### RECORDED INFORMATION:
────────────────────────────────────────
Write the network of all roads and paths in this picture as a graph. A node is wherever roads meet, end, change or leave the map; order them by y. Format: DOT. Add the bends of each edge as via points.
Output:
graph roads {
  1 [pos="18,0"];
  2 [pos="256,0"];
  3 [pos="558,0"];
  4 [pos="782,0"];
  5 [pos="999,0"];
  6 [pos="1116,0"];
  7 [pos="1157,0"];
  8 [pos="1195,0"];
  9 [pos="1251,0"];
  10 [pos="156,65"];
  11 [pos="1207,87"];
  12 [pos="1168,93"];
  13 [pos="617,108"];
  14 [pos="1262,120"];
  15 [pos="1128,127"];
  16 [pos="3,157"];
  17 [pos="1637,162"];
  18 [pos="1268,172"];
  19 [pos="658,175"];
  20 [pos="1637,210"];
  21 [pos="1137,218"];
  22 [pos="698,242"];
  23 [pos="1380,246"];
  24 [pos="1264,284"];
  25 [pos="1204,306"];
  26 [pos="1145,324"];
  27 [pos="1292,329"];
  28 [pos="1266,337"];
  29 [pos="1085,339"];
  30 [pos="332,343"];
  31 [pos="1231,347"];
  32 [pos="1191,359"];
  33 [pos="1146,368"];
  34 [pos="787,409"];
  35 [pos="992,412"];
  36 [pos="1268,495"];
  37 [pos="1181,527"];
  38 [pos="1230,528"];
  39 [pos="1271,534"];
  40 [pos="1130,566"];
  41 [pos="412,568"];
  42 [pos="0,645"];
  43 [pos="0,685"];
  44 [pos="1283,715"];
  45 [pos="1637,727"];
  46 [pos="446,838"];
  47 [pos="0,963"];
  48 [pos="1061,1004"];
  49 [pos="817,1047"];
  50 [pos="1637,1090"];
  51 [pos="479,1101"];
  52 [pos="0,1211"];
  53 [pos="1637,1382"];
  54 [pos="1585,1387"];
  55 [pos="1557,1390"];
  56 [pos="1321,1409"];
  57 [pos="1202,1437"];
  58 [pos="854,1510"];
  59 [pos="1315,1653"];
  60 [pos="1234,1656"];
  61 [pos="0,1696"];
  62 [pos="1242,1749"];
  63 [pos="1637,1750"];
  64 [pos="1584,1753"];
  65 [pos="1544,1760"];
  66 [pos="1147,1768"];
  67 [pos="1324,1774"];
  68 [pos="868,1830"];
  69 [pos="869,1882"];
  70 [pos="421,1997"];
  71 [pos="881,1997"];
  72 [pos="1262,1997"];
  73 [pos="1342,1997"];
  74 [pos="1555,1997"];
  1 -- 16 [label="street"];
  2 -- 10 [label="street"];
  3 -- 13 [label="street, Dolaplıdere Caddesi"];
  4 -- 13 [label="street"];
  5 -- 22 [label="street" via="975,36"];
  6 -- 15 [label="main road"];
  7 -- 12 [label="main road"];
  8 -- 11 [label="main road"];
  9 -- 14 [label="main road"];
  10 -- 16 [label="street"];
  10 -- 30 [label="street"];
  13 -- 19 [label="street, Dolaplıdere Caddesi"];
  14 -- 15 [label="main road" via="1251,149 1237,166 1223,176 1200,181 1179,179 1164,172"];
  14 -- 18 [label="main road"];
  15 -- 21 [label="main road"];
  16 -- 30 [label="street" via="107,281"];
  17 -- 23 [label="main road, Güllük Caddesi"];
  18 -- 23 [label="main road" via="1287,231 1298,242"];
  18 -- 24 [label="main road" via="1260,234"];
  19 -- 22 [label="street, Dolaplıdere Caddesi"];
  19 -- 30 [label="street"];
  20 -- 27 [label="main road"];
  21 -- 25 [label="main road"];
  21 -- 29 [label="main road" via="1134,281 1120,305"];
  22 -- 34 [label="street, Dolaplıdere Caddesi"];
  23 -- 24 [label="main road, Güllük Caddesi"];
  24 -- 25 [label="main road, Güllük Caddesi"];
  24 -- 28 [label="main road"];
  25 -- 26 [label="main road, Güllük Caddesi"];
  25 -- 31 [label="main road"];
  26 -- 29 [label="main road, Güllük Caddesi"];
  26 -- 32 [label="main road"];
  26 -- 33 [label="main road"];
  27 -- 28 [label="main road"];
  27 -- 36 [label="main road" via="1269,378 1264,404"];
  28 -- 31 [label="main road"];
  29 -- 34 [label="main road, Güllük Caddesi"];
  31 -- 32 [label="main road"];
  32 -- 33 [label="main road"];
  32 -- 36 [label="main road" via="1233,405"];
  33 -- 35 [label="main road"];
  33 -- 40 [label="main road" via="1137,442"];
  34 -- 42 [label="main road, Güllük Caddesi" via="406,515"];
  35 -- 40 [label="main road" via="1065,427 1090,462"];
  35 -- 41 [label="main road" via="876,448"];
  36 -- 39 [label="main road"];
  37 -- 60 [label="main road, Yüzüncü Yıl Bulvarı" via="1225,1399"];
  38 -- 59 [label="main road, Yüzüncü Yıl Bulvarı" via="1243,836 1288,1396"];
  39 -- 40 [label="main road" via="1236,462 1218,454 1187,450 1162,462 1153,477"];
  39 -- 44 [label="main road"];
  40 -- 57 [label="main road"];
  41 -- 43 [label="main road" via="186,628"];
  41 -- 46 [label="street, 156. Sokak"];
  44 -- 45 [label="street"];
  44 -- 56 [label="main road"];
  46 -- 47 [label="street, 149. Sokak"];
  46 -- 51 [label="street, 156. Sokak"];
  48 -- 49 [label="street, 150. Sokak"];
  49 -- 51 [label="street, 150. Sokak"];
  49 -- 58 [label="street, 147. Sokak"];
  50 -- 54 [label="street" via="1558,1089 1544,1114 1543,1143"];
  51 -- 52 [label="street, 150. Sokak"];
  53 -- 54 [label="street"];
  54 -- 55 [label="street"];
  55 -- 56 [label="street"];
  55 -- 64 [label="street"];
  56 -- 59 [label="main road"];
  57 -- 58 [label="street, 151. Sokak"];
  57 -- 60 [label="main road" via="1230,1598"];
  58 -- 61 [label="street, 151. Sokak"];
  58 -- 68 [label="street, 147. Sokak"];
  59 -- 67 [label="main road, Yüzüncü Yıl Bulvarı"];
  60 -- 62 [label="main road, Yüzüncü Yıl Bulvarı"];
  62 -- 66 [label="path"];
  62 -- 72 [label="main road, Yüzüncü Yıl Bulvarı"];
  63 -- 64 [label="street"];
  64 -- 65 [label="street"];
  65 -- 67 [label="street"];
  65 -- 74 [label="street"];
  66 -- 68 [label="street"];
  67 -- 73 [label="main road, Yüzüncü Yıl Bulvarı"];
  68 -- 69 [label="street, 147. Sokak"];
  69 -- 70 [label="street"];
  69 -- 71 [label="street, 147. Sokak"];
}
────────────────────────────────────────
### PROBLEM TO SOLVE:
Tally the lines above that include "roads"; give only the tally.

### RESPONSE:
2